◆ **Saved data entries**
=======

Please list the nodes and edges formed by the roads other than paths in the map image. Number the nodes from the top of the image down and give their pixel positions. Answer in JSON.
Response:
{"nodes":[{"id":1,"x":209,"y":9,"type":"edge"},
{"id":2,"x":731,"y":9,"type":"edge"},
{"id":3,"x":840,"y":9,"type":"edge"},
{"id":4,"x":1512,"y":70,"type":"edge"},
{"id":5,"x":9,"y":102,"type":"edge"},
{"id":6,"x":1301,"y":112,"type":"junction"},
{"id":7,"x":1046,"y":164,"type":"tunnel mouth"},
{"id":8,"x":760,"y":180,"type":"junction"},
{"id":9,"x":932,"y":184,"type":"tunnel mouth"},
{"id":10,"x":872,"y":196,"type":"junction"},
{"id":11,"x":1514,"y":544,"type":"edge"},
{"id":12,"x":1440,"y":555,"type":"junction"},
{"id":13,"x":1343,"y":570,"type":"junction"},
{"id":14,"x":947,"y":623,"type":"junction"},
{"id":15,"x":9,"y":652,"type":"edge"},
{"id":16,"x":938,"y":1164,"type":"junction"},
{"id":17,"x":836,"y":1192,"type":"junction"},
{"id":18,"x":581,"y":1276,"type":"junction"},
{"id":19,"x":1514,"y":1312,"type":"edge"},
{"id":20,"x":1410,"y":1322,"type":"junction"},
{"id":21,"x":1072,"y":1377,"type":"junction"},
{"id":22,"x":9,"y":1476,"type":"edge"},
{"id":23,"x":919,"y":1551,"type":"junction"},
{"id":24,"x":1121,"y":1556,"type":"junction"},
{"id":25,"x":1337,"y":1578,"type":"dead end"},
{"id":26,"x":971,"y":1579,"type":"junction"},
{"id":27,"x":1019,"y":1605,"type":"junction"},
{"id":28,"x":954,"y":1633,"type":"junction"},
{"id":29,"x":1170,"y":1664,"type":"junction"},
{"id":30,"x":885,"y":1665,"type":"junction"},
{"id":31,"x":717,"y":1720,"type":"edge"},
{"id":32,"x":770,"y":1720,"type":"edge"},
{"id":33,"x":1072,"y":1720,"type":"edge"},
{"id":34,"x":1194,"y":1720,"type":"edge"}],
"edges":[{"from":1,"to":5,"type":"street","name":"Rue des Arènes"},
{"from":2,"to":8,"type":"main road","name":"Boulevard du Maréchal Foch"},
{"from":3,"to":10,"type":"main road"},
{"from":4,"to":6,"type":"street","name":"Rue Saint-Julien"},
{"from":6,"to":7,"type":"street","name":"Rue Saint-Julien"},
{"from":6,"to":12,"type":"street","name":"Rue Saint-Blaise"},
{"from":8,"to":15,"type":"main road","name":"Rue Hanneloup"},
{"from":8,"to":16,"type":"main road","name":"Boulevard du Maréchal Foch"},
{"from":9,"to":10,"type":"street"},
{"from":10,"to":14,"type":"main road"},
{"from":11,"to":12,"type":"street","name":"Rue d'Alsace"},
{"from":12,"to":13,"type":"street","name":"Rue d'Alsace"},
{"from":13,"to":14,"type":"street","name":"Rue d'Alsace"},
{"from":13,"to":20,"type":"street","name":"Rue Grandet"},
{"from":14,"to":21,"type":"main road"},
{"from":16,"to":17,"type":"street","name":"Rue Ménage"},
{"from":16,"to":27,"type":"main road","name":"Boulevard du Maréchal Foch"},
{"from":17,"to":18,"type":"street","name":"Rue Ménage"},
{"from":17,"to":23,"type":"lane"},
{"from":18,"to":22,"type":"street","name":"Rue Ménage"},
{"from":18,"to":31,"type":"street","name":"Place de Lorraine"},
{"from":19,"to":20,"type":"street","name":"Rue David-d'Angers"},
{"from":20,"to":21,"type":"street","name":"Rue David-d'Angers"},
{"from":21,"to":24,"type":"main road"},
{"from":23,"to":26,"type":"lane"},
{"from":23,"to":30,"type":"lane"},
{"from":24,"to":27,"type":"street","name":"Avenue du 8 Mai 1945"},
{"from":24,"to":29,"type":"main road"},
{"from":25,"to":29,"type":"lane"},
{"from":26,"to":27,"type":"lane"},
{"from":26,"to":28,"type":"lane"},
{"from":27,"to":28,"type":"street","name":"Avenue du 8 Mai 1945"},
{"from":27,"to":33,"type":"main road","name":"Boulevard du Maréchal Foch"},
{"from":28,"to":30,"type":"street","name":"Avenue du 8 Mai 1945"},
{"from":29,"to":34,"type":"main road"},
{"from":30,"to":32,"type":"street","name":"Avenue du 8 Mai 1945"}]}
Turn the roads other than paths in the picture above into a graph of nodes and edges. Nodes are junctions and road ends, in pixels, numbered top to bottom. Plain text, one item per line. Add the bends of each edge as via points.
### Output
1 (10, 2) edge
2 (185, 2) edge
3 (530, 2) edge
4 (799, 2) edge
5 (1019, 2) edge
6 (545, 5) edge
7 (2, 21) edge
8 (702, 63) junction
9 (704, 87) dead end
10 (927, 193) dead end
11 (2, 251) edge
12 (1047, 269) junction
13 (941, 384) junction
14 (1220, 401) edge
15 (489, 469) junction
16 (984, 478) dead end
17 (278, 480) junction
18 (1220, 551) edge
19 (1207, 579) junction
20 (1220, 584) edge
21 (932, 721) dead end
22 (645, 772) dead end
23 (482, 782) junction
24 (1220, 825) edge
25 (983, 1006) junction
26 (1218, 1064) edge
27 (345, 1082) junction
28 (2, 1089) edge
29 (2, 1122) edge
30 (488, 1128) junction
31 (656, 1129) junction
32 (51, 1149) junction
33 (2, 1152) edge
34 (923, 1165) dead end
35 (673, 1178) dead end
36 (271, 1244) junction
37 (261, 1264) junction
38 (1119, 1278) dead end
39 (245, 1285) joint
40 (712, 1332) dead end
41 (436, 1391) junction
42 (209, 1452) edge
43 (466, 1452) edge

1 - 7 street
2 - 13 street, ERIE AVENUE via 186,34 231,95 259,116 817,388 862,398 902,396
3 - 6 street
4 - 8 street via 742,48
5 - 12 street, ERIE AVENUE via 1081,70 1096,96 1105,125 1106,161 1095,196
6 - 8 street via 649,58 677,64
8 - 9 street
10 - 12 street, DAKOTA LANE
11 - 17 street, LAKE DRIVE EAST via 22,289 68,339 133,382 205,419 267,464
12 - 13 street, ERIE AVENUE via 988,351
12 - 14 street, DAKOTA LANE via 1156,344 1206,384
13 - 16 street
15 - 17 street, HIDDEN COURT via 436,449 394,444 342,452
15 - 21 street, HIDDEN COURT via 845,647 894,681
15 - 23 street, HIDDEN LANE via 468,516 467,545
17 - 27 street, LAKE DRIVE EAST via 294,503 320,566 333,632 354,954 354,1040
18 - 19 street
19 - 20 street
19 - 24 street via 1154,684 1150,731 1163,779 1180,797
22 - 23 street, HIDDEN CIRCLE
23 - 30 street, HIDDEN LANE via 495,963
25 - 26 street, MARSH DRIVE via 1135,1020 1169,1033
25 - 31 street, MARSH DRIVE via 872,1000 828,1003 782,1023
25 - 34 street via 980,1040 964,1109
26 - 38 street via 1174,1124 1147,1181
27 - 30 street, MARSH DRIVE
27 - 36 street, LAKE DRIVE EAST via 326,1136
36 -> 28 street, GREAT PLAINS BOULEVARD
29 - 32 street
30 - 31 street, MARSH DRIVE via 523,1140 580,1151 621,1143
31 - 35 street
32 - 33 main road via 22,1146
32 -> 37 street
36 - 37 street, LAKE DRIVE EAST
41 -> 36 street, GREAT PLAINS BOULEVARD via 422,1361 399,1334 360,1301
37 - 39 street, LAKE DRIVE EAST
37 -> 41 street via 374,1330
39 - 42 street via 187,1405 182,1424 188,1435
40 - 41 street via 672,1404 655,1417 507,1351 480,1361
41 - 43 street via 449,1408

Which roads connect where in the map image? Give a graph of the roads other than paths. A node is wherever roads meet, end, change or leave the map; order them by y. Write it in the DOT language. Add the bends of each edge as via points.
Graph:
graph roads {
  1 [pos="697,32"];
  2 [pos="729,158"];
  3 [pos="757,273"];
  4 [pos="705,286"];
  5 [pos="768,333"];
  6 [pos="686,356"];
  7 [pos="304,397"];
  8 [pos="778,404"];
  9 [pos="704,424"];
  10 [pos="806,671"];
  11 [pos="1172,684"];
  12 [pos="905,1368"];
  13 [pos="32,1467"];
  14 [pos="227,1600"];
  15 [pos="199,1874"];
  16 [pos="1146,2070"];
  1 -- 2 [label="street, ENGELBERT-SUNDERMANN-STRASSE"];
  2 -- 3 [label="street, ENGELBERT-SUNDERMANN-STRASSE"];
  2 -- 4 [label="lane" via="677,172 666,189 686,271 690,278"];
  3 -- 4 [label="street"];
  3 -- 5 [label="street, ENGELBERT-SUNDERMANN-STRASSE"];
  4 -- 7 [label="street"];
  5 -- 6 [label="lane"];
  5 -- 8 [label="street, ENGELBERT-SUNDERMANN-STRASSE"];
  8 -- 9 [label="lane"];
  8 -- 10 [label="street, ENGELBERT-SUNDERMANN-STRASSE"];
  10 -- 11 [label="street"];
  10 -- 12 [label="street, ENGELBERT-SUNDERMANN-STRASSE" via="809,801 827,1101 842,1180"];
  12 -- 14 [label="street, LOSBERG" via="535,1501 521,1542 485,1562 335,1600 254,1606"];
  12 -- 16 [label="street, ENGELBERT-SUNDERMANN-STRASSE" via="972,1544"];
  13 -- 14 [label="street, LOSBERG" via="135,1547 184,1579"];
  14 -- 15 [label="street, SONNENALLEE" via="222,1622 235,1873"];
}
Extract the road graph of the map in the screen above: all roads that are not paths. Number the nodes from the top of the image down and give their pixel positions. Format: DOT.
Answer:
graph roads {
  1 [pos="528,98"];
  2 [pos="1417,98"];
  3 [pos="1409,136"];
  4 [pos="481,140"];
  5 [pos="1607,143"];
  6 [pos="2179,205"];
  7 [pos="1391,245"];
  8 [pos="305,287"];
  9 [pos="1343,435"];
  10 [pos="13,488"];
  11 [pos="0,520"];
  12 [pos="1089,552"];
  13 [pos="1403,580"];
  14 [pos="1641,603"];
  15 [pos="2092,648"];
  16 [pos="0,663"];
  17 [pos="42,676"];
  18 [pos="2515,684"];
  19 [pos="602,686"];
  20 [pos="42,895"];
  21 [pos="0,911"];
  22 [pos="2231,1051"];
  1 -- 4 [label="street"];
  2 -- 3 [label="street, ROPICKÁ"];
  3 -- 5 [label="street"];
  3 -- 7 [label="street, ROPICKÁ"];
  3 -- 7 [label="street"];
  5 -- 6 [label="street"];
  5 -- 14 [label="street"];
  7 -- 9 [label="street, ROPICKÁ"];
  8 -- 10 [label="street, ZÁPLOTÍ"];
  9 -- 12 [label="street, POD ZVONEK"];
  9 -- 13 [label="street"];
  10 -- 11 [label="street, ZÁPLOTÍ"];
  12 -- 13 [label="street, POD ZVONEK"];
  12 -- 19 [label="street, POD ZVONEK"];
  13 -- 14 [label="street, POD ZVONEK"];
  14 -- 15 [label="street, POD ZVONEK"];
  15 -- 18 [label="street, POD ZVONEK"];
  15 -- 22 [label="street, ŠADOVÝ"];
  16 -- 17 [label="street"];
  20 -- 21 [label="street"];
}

=======

Count every line in the data that contains the word "HIDDEN", then give that count and nothing else.

◆ **Answer box**
5